The problem:
Could you copy every line of the data that contains the word "links"?
── Exercise inputs ──
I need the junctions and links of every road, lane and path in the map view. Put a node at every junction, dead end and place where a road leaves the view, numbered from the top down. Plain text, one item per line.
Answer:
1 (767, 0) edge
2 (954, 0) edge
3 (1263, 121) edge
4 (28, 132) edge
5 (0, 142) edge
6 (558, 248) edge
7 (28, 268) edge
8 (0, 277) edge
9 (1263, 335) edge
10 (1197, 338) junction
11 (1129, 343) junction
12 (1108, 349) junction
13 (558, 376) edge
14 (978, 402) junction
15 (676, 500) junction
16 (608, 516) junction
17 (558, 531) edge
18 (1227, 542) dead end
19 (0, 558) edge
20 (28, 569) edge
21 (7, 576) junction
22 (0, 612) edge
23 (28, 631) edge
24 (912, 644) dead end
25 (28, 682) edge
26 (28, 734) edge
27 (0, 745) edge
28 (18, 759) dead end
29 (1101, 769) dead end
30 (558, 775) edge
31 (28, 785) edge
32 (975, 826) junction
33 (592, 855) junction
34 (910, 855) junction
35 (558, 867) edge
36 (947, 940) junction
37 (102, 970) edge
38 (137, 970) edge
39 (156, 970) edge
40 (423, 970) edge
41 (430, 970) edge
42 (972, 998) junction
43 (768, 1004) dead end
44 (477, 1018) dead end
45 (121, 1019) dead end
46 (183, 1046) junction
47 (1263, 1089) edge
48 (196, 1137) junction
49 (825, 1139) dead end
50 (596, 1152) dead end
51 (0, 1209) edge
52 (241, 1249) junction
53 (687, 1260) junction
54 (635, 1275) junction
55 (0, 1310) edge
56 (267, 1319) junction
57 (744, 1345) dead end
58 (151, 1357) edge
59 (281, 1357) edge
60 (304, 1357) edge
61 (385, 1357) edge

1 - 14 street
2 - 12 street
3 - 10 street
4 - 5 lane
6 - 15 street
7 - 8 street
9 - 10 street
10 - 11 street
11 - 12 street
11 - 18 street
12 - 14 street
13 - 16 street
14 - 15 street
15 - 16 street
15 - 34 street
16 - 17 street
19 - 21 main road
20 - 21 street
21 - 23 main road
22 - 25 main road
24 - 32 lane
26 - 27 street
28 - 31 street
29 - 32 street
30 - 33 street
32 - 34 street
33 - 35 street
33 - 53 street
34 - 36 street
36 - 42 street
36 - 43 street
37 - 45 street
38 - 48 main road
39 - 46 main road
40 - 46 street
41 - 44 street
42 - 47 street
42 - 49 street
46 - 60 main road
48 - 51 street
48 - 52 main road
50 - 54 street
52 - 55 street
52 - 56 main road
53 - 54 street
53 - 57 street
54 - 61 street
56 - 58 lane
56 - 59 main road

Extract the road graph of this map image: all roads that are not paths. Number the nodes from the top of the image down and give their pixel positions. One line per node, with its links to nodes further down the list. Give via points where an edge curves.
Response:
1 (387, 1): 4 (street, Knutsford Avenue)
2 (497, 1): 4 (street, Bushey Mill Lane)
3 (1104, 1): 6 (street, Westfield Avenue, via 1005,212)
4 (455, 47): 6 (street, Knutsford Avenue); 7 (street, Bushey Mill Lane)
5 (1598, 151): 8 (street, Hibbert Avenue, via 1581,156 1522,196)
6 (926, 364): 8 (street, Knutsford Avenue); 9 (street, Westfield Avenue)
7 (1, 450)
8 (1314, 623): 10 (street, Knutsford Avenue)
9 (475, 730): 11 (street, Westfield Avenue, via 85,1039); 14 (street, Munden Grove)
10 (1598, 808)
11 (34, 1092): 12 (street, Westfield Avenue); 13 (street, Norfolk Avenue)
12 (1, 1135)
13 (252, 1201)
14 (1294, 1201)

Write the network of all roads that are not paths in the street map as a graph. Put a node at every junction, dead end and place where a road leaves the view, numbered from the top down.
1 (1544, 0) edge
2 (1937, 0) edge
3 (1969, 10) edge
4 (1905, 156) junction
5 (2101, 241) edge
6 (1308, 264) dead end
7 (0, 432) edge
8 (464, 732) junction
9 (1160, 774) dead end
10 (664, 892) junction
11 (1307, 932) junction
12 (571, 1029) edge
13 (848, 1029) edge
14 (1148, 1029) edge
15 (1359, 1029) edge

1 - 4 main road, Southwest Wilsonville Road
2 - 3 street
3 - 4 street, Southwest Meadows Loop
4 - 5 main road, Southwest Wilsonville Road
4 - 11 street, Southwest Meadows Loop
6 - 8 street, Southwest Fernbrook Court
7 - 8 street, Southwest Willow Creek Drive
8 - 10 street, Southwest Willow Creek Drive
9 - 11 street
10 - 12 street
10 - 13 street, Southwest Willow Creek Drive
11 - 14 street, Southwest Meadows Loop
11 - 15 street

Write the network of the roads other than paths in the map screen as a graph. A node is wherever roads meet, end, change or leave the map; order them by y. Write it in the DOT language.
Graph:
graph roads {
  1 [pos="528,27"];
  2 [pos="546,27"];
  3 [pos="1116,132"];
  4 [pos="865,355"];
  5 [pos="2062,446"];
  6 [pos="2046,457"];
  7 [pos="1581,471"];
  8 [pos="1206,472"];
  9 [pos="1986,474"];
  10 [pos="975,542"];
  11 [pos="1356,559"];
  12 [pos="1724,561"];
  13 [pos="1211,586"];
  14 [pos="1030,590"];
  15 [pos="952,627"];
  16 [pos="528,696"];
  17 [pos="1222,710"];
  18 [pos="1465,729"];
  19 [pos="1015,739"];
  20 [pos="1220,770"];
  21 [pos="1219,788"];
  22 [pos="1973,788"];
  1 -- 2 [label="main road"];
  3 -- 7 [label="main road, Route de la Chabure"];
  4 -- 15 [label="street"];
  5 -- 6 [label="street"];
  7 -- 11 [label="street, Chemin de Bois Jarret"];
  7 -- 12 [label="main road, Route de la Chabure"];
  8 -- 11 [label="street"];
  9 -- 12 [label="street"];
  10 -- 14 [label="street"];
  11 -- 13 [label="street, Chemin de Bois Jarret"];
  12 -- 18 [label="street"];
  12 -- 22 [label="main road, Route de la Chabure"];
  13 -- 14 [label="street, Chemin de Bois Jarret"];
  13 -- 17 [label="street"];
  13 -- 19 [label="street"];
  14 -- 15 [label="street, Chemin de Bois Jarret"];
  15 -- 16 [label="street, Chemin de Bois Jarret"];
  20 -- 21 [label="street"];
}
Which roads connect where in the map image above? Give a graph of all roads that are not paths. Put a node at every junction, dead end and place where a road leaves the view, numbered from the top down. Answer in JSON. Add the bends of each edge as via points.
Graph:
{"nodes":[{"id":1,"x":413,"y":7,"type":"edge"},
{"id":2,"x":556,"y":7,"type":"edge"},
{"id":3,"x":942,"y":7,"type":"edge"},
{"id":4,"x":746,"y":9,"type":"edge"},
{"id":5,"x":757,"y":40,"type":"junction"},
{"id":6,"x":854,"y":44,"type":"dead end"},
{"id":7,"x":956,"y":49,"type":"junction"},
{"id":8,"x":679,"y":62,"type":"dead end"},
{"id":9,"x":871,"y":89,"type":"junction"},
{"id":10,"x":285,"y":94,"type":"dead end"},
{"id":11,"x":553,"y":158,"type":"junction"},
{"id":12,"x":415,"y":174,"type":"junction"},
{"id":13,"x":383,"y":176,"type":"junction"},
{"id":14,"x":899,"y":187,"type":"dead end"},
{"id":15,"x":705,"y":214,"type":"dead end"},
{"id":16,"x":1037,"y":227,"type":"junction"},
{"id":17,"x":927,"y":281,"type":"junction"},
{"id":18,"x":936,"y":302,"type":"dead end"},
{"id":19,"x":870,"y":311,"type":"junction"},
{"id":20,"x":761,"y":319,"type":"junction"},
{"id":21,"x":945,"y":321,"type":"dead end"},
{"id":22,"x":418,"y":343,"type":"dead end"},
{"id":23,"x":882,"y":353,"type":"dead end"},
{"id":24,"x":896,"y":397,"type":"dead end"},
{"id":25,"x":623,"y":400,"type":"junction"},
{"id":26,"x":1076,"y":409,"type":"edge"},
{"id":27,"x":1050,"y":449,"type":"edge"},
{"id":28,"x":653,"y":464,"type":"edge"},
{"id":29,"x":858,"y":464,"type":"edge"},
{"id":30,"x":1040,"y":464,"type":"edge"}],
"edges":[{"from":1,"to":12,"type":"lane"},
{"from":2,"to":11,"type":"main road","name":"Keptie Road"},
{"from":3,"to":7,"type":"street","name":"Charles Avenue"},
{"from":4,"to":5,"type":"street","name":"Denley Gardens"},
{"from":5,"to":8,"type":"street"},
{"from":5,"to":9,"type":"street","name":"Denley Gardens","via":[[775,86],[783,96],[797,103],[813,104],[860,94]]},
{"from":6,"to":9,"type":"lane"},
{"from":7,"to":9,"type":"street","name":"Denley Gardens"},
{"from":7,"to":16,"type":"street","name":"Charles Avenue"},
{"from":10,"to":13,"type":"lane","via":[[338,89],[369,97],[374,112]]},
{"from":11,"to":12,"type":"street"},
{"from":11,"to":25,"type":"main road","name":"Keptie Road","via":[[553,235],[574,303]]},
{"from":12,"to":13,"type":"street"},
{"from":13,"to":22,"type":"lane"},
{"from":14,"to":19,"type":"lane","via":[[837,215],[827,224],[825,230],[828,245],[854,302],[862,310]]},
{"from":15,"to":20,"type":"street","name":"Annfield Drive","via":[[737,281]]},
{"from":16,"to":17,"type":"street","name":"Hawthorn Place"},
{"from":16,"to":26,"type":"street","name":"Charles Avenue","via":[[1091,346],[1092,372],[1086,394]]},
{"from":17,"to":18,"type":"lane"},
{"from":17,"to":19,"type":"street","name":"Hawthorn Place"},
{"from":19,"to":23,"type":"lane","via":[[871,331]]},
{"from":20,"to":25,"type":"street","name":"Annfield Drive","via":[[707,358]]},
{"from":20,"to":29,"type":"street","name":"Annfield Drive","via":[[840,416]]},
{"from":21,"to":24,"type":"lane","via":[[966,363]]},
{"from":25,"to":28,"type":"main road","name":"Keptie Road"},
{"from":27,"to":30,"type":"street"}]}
───
The completed task:
I need the junctions and links of every road, lane and path in the map view. Put a node at every junction, dead end and place where a road leaves the view, numbered from the top down. Plain text, one item per line.
Extract the road graph of this map image: all roads that are not paths. Number the nodes from the top of the image down and give their pixel positions. One line per node, with its links to nodes further down the list. Give via points where an edge curves.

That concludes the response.